* **RECORDS FOR THE TASK**:
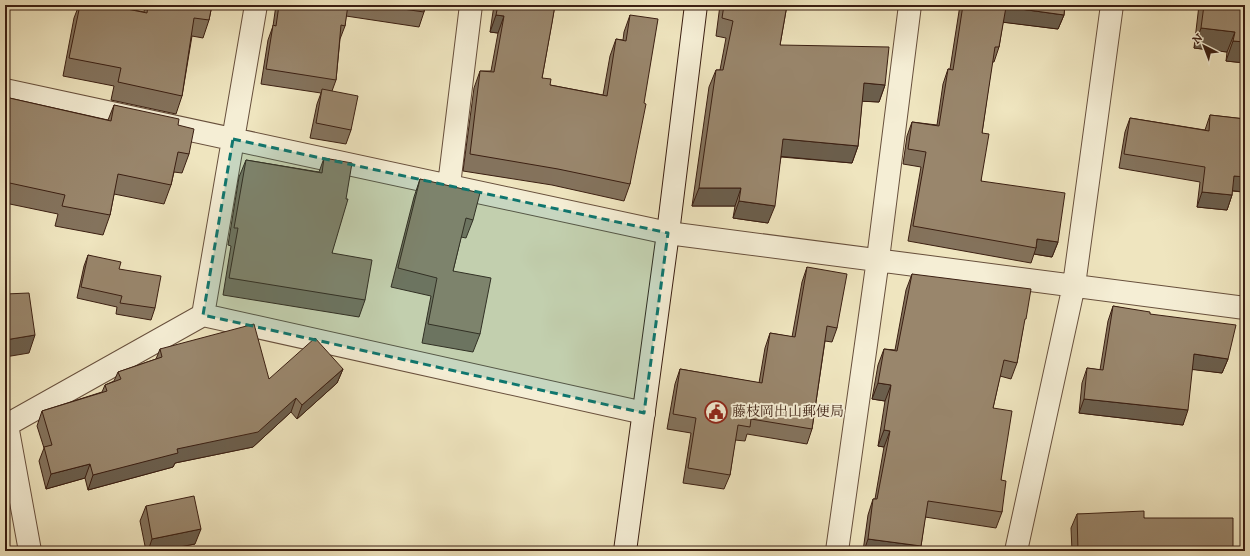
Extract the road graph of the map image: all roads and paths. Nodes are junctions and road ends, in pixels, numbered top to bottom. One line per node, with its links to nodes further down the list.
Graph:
--
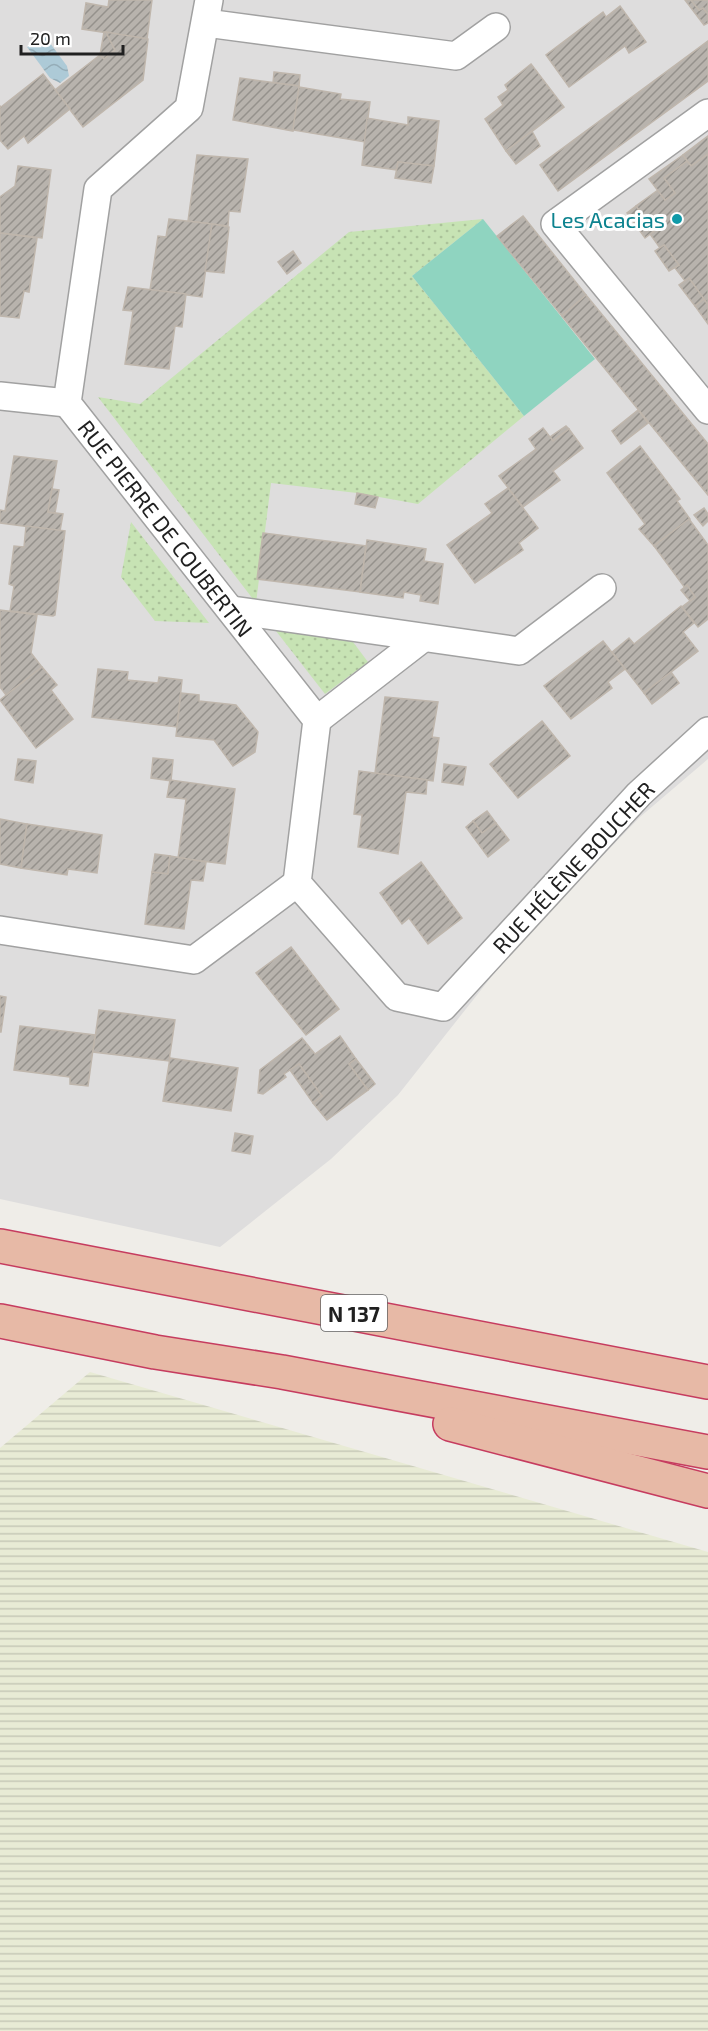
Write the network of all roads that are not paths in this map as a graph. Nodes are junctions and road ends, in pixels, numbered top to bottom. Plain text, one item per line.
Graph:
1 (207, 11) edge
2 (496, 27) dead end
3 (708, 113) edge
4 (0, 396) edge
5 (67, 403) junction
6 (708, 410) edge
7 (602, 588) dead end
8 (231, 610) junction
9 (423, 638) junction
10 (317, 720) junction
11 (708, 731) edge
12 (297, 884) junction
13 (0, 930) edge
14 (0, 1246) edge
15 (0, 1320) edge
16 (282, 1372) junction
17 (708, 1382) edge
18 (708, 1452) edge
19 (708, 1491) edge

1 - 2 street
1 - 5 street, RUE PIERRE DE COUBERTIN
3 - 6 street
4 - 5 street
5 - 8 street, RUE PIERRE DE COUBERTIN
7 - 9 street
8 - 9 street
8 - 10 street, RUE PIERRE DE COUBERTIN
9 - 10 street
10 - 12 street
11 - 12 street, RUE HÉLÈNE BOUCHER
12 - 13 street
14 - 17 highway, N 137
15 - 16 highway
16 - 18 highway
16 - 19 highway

* **ASSIGNMENT**: Within the data above, pick out all lines holding the word "Nodes".

* **WRITTEN ANSWER**:
Extract the road graph of the map image: all roads and paths. Nodes are junctions and road ends, in pixels, numbered top to bottom. One line per node, with its links to nodes further down the list.
Write the network of all roads that are not paths in this map as a graph. Nodes are junctions and road ends, in pixels, numbered top to bottom. Plain text, one item per line.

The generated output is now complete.